Copper prices are up very sharply today, igniting across markets a reborn “reflation.” Treasuries along with eurodollar futures have been stuck in anti-“reflation” for quite some time. Copper, on the other hand, is not just now breaking from the pack. Going back to May 9, this important economic indication has been so far steadily bucking the trend.
When we talk about Dr. Copper it is important to settle on terms. When the price surged way out of historical proportions back in 2005, it was assumed that was in relation to the US housing mania. But 2005 was the top of that bubble, not the start. Instead, copper was reacting to the other part of the eurodollar-driven global imbalance – EM construction, especially China.

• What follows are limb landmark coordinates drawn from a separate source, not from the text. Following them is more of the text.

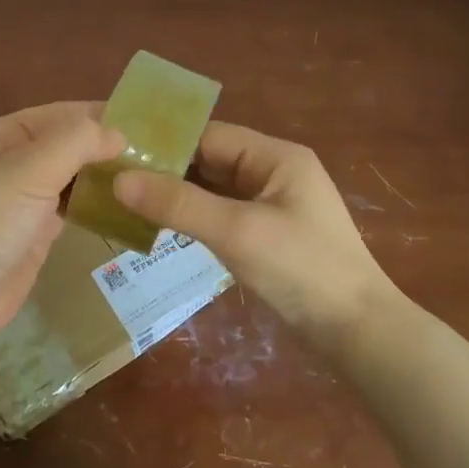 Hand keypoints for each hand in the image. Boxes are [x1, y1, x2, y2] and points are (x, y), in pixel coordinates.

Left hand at [0, 103, 125, 362]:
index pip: (56, 114)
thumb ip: (76, 143)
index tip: (144, 119)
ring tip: (148, 174)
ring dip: (101, 176)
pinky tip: (125, 204)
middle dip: (103, 146)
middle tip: (154, 151)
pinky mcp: (32, 233)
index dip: (97, 114)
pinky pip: (69, 209)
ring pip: (69, 178)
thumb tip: (118, 134)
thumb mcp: (29, 171)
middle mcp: (7, 163)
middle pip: (64, 145)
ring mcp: (20, 200)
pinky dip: (94, 204)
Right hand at [113, 122, 395, 340]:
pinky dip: (192, 218)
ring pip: (212, 190)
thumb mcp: (237, 231)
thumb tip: (119, 181)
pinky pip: (220, 215)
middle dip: (165, 170)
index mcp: (275, 157)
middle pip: (209, 160)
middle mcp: (273, 172)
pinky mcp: (266, 235)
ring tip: (124, 201)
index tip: (117, 153)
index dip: (164, 142)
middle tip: (111, 179)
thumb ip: (178, 204)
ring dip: (176, 196)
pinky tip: (159, 226)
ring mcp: (271, 205)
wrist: (357, 332)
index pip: (209, 136)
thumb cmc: (301, 269) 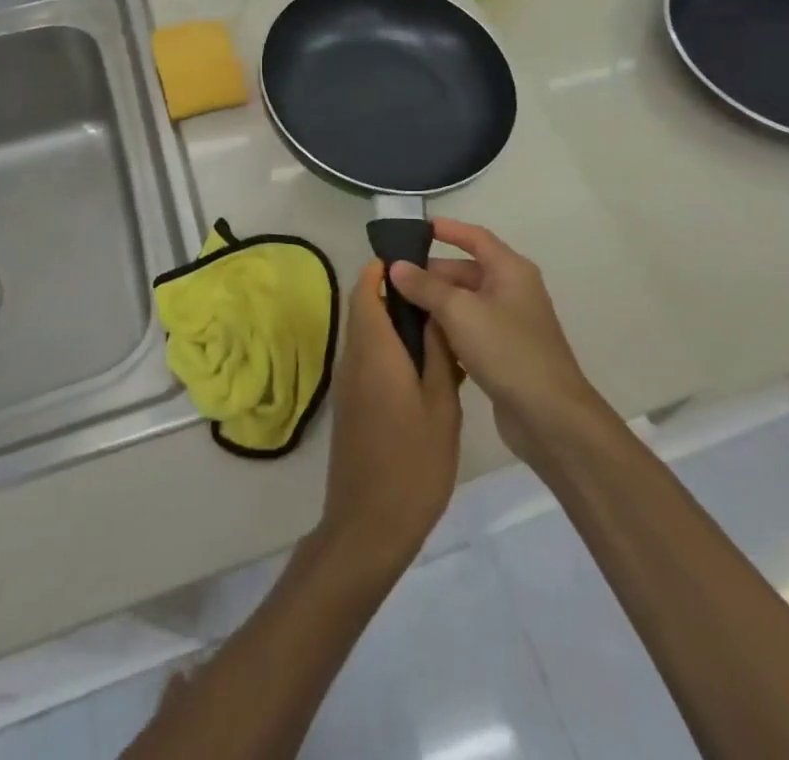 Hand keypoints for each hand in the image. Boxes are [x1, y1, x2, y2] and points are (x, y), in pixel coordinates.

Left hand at [318, 262, 461, 582]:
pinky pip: (366, 359)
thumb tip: (432, 311)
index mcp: (374, 351)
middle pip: (364, 308)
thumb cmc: (413, 463)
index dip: (383, 269)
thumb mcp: (440, 405)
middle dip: (393, 294)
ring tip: (437, 330)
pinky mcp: (350, 404)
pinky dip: (388, 349)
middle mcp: (353, 358)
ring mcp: (348, 383)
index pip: (365, 290)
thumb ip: (435, 353)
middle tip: (437, 297)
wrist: (368, 526)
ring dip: (392, 323)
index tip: (413, 262)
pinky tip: (422, 369)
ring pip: (366, 334)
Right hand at [389, 219, 602, 468]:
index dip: (447, 230)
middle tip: (393, 279)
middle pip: (466, 271)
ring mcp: (510, 323)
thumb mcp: (459, 311)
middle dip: (432, 273)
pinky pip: (470, 329)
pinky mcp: (505, 353)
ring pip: (465, 303)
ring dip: (436, 303)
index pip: (475, 237)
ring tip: (398, 307)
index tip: (415, 228)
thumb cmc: (506, 350)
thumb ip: (426, 286)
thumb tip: (396, 266)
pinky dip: (447, 329)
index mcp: (510, 270)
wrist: (550, 417)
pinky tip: (421, 339)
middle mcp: (513, 290) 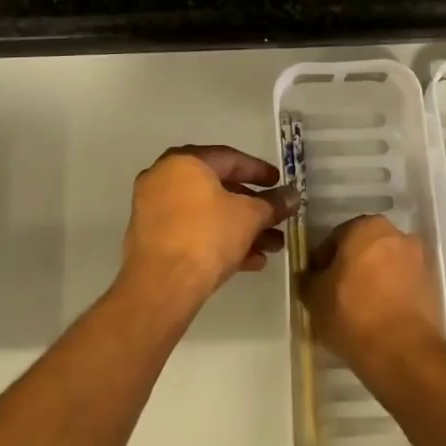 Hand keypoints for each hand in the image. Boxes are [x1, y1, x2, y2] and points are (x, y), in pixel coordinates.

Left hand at [121, 146, 297, 309]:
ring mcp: (155, 210)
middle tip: (277, 217)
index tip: (280, 184)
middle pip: (218, 188)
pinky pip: (192, 232)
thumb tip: (293, 195)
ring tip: (272, 246)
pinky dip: (219, 240)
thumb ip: (273, 204)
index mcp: (184, 162)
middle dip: (252, 207)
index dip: (259, 171)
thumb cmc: (207, 236)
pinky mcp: (153, 239)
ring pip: (206, 213)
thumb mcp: (249, 217)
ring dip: (240, 228)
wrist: (161, 287)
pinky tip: (251, 261)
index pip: (229, 158)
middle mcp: (164, 178)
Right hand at [301, 215, 445, 375]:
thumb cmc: (352, 313)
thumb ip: (309, 279)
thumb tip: (310, 277)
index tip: (316, 285)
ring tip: (357, 313)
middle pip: (364, 250)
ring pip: (385, 268)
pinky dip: (390, 297)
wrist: (403, 355)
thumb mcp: (314, 296)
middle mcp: (397, 235)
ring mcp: (419, 261)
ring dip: (372, 282)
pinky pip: (402, 287)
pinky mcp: (433, 289)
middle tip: (335, 297)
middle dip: (350, 269)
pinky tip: (377, 321)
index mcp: (367, 227)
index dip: (322, 263)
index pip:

The first of China’s so-called ghost cities was begun around that time, with Communist authorities shifting state investment toward urbanization at the fastest possible rate. From the perspective of 2005, continued rapid growth was expected indefinitely. The export/industrial engine of China’s economy required workers, meaning the migration of hundreds of millions of subsistence farmers out of the rural fields and into modern cities already awaiting them.
Thus, copper’s peak in early 2011 coincides with perceptions (including those relating to global money) about how many new “ghost cities” China might still have yet to build. If the global recovery after the Great “Recession” was to be delayed, the Chinese might not need in the foreseeable future much more by way of new construction. The price of copper is therefore in large part a proxy for China’s view of that paradigm (especially given copper’s role in construction finance as collateral).
That perspective had only dimmed through the “rising dollar” period as it was realized there was the nontrivial economic risk the world economy might not recover at all. Copper sank all the way back under $2 during the worst of the 2015-16 downturn the metal was no longer pricing as a recession.